Big Data Security Assessment

What is Big Data?

Big Data refers to datasets whose size and/or structure is beyond the ability of traditional software tools or database systems to store, process, and analyze within reasonable timeframes.

HADOOP is one of the main computing environment built on top of a distributed clustered file system (HDFS) that was designed specifically for large scale data operations and embraced by enterprises.

Benefits of Big Data and Data Analytics

  • Big data makes it possible for you to gain more complete answers because you have more information.
  • More complete answers mean more confidence in the data—which means a completely different approach to tackling problems.

Security Issue

  • The primary goal of an attacker is to obtain sensitive data that sits in a Big Data cluster.Organizations collect and process huge sensitive information regarding customers, employees, IPs (intellectual property), and financial information. Such confidential information are aggregated and centralized in one place for analysis in order to increase their value. This centralization of data is valuable target for attackers and those confidential information might be exposed.
  • attacks may include attempting to destroy or modify data or prevent availability of this platform.

Security Strategy

Understanding architecture and cluster composition of the ecosystem in place is the first step to putting together for security strategy. it is important to understand each component interface as an attack target.

Each component offers attacker a specific set of potential exploits, while defenders have a corresponding set of options for attack detection and prevention.

Big Data Security Issue

Threats on Big Data Platforms

Data access & ownership
Relational and quasi-relational platforms include roles, groups, schemas, label security, and various other facilities for limiting user access to subsets of available data. authentication and authorization requirements shall be assessed while managing the cluster for limiting access to sensitive data.

Logging capabilities in the big data ecosystem, both open source and commercial shall be assessed for proper implementations. We need to verify that the logs are configured to capture both the correct event types and sufficient information to determine user actions including queries executed.

Security Monitoring
The built-in monitoring tools to detect misuse or block malicious queries shall be validated and assessed. Database activity monitoring technologies will help to flag or even block misuse operations.

Data at rest protection
Encryption can help to protect against attempts to access data outside established application interfaces. Unauthorized stealing of archives or directly reading files from disk, can be mitigated using encryption at the file or HDFS layer .This ensures files are protected against direct access by users as only the file services are supplied with the encryption keys. Third parties products can help to provide advanced transparent encryption options for both HDFS and non-HDFS file formats. Transport Layer Security (TLS) provides confidentiality of data and provides authentication via certificates and data integrity verification.

Inter-node communication
Data in transit, along with application queries might be accessible for inspection and tampering while using unencrypted RPC over TCP/IP communication protocols. Ensure TLS and SSL capabilities are bundled in big data distributions.

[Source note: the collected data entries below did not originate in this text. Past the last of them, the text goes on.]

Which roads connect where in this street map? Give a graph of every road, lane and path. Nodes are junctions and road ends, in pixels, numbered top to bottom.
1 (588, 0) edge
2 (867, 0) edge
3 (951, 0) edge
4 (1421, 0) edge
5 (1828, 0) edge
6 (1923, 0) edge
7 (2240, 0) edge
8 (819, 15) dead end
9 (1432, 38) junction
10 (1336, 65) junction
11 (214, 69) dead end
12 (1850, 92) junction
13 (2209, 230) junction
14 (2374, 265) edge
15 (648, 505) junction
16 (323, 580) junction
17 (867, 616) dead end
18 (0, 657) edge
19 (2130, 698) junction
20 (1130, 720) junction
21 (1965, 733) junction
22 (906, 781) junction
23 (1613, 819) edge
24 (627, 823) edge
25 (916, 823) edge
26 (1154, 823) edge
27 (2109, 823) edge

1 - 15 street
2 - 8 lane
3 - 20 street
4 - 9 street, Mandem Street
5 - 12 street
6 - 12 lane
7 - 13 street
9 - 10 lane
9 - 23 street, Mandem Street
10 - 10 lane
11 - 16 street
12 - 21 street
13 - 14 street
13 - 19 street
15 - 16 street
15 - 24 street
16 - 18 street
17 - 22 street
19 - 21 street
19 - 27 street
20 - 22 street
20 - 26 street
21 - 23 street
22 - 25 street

We need to ensure one tenant cannot read another's data and 'encryption zones’ are built into native HDFS. Additional security controls shall be implemented to ensure privacy using Access Control Entries (ACE) or Access Control Lists (ACL) when multiple applications and 'tenants' are served in ecosystem.

Client interaction
Gateway services shall be created to load data, instead of clients communicate directly with both resource managers and individual data nodes as Compromised clients may send malicious data or link to services.

API security
Ensure the big data cluster APIs be protected from code and command injection, buffer overflow attacks.

Holistic Approach for Big Data Security Operation


  • Segregate administrative roles and restrict unwanted access to a minimum
  • Direct access to files or data is shall be addressed through a combination of role based-authorization, access control lists, file permissions, and segregation of administrative roles

Authentication and perimeter security

  • Ensure to authenticate nodes before they join a cluster. If an attacker can add a new node they control to the cluster, they can exfiltrate data. Certificate-based identity options can provide strong authentication and improve security.

Data protection

  • Tokenization, Masking and data element encryption tools help to support data centric security implementation when the systems that process data cannot be fully trusted, or in cases we don't want to share data with users.

Configuration and patch management

  • Keeping track of encryption keys, certificates, open-source libraries up to date as it may be common for hundreds of nodes unintentionally run different configurations and kept unpatched.
  • Ensure to use Configuration management tools, recommended configurations and pre-deployment checklists

Security Solutions

Apache Ranger — Ranger is a policy administration tool for Hadoop clusters. It includes a broad set of management functions, including auditing, key management, and fine grained data access policies across HDFS, Hive, YARN, Solr, Kafka and other modules.

Apache Ambari — Ambari is a facility for provisioning and managing Hadoop clusters. It helps administrators set configurations and propagate changes to the entire cluster.

Apache Knox — You can think of Knox as a Hadoop firewall. More precisely it is an API gateway. It handles HTTP and RESTful requests, enforcing authentication and usage policies on inbound requests and blocking everything else.

Monitoring — Hive, PIQL, Impala, Spark SQL and similar modules offer SQL or pseudo-SQL syntax. This enables you to leverage activity monitoring, dynamic masking, redaction, and tokenization technologies originally developed for relational platforms.